A opinião foi reforçada por Silvania Manu Cespedes, missionária e assessora do Conselho Indigenista Missionário (Cimi) em Rondônia: “Se a minha mãe é sagrada, por que eu vou vender a minha mãe? Quando os povos se apropriam do que é terra e território, não tem poder que consiga nos vencer.”
“Eu falei pra os representantes das empresas que foram lá na comunidade, prometendo ‘nos ajudar’ com projetos de crédito de carbono: ‘Se vocês puderem nos ajudar, tem uma solução: é só retirar os fazendeiros que estão ao redor de nós, devastando a natureza.’ E logo foram embora. O mais difícil é que eles cooptam até parentes nossos nos projetos”, afirmou a cacica Hosana Puruborá.
Já a representante da comunidade de Versalles (departamento de Beni, Bolívia), Lola Salvatierra destacou a resistência da comunidade ribeirinha: “Lá temos projetos de ecoturismo, recuperação de espécies, recursos naturais, artesanato, e principalmente a força das mulheres para superar a violência e o machismo, aumentando a presença na tomada de decisão. Nós é que estamos de frente na resistência no território”.
A notícia da perspectiva de exploração de petróleo na bacia do Rio Iténez (como é chamado o Guaporé, no lado da Bolívia), trouxe a preocupação da certeza do impacto de todas as comunidades da região. “Sem água, a gente não tem planta, não tem bicho, não tem nada”, destacou uma das lideranças presentes.
“Para o povo Oro Wari, o paraíso é o fundo do rio, e por isso o rio precisa ser cuidado, preservado. Por isso, conseguimos a aprovação de uma lei municipal, aprovada na Câmara, que reconhece o Rio Laje como sujeito de direitos”, afirmou a liderança Eva Canoé, ainda em luto da perda do filho, Orowao Canoé, de 35 anos, falecido em janeiro de 2021, vítima de complicações da Covid, devido às negligências do Estado brasileiro.
Terra, meu corpo
Água, meu sangue
Ar, meu sopro
Fogo, meu espírito
Diante das ameaças e dos sofrimentos vivenciados e compartilhados, um dos gritos também foi pela necessidade de as comunidades escolherem bem em quem votar, e da consciência de que o voto não está à venda. No estado de Rondônia, com 8 deputados federais e 24 estaduais, praticamente não há representante dos povos e das comunidades tradicionais que consiga representar suas lutas e tenha força para enfrentar os avanços do capital e do agronegócio.

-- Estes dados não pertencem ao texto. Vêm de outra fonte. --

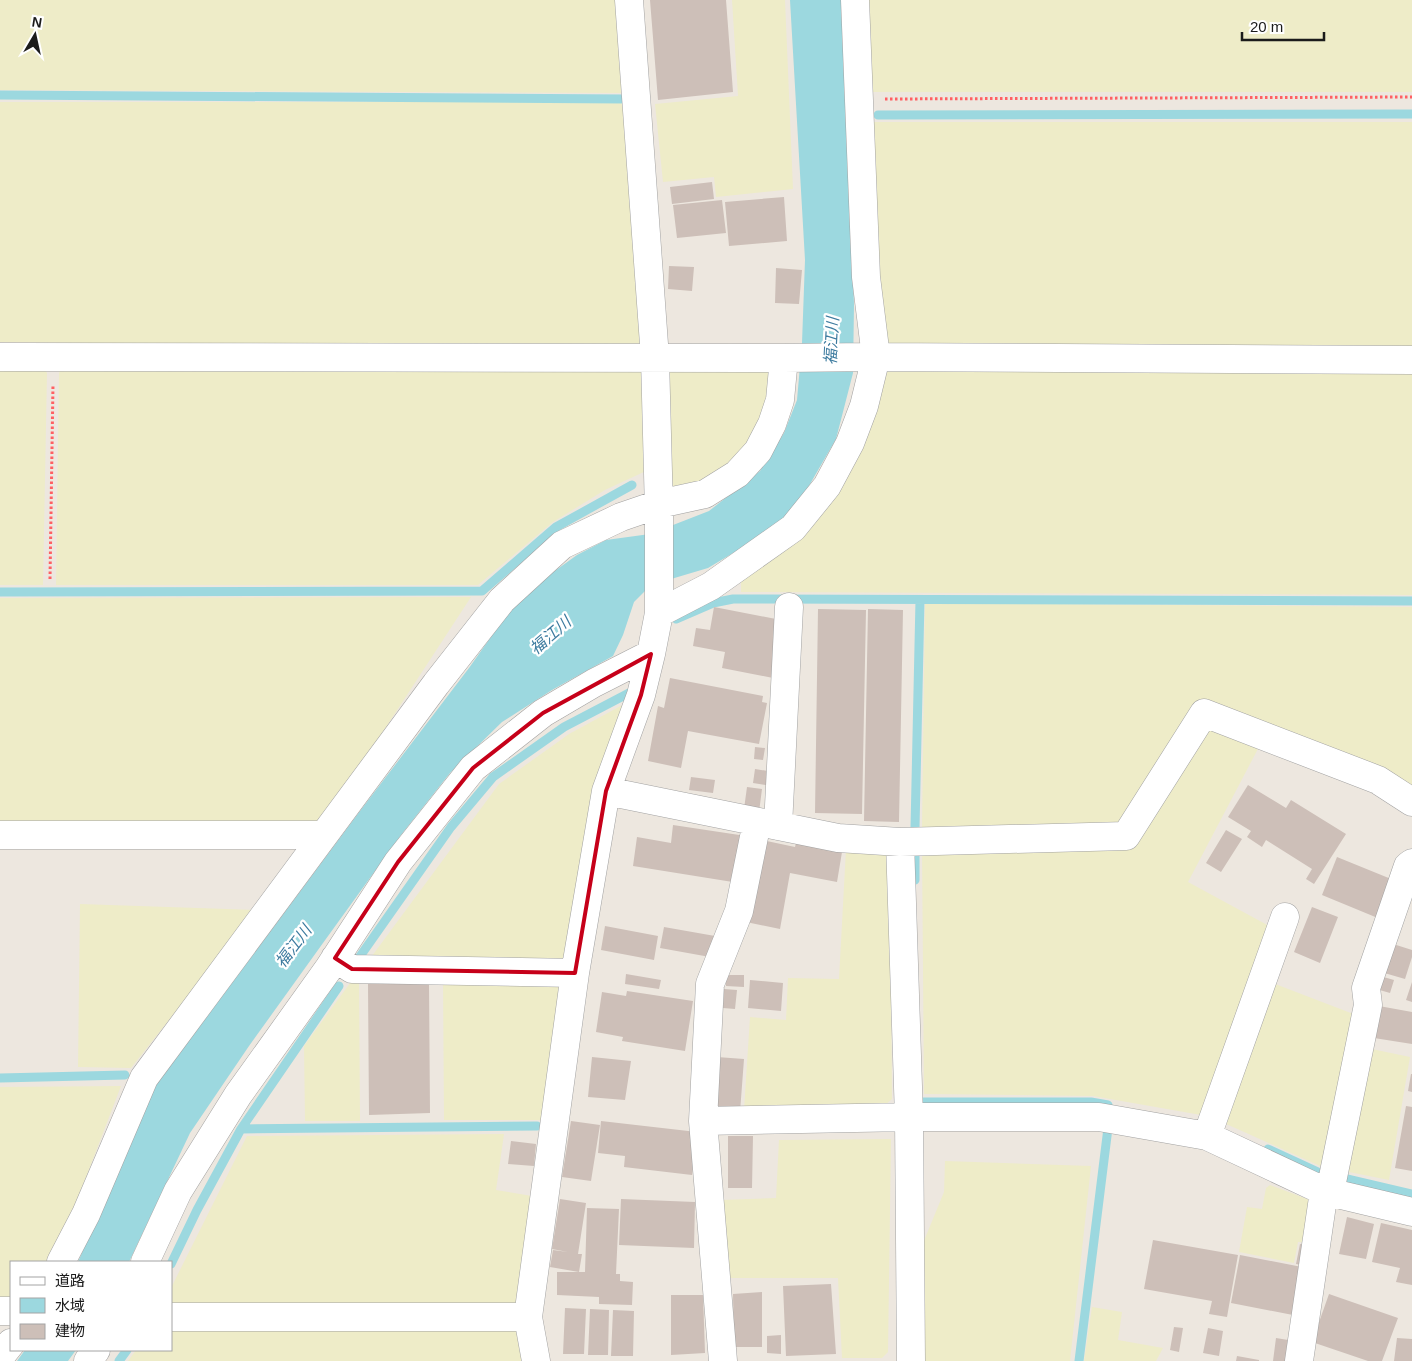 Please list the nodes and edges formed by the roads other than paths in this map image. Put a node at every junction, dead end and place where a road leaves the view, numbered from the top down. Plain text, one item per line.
1 (629, 0) edge
2 (855, 0) edge
3 (0, 357) edge
4 (872, 357) junction
5 (655, 358) junction
6 (789, 358) junction
7 (1412, 360) edge
8 (659, 507) junction
9 (789, 608) dead end
10 (658, 609) junction
11 (651, 654) junction
12 (606, 791) junction
13 (1412, 802) edge
14 (767, 824) junction
15 (0, 835) edge
16 (324, 835) junction
17 (900, 842) junction
18 (1412, 863) edge
19 (1285, 917) dead end
20 (335, 958) junction
21 (575, 973) junction
22 (908, 1117) junction
23 (703, 1121) junction
24 (1207, 1136) junction
25 (1327, 1192) junction
26 (1412, 1212) edge
27 (62, 1261) edge
28 (145, 1261) edge
29 (172, 1317) edge
30 (528, 1317) junction
31 (10, 1344) edge
32 (0, 1357) edge
33 (536, 1361) edge
34 (723, 1361) edge
35 (910, 1361) edge
36 (1298, 1361) edge

1 - 5 street
2 - 4 street
3 - 5 street
4 - 6 street
4 - 7 street
4 - 10 street
5 - 6 street
5 - 8 street
6 - 8 street
8 - 10 street
8 - 16 street
9 - 14 street
10 - 11 street
11 - 12 street
11 - 20 street
12 - 14 street
12 - 21 street
13 - 17 street
14 - 17 street
14 - 23 street
15 - 16 street
16 - 27 street
17 - 22 street
18 - 25 street
19 - 24 street
20 - 21 street
20 - 28 street
21 - 30 street
22 - 23 street
22 - 24 street
22 - 35 street
23 - 34 street
24 - 25 street
25 - 26 street
25 - 36 street
29 - 30 street
30 - 33 street
31 - 32 street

“O mundo que Wabay criou para nós é muito lindo, pra os seus filhos, e isto não tem preço. Nós temos tudo que precisamos, o mercado e a farmácia dentro da floresta”, relembrou Mario Puruborá. Em meio a tantos projetos que podem atrair as comunidades pelo dinheiro, fica a lição de que o importante é a sobrevivência natural dos povos da floresta.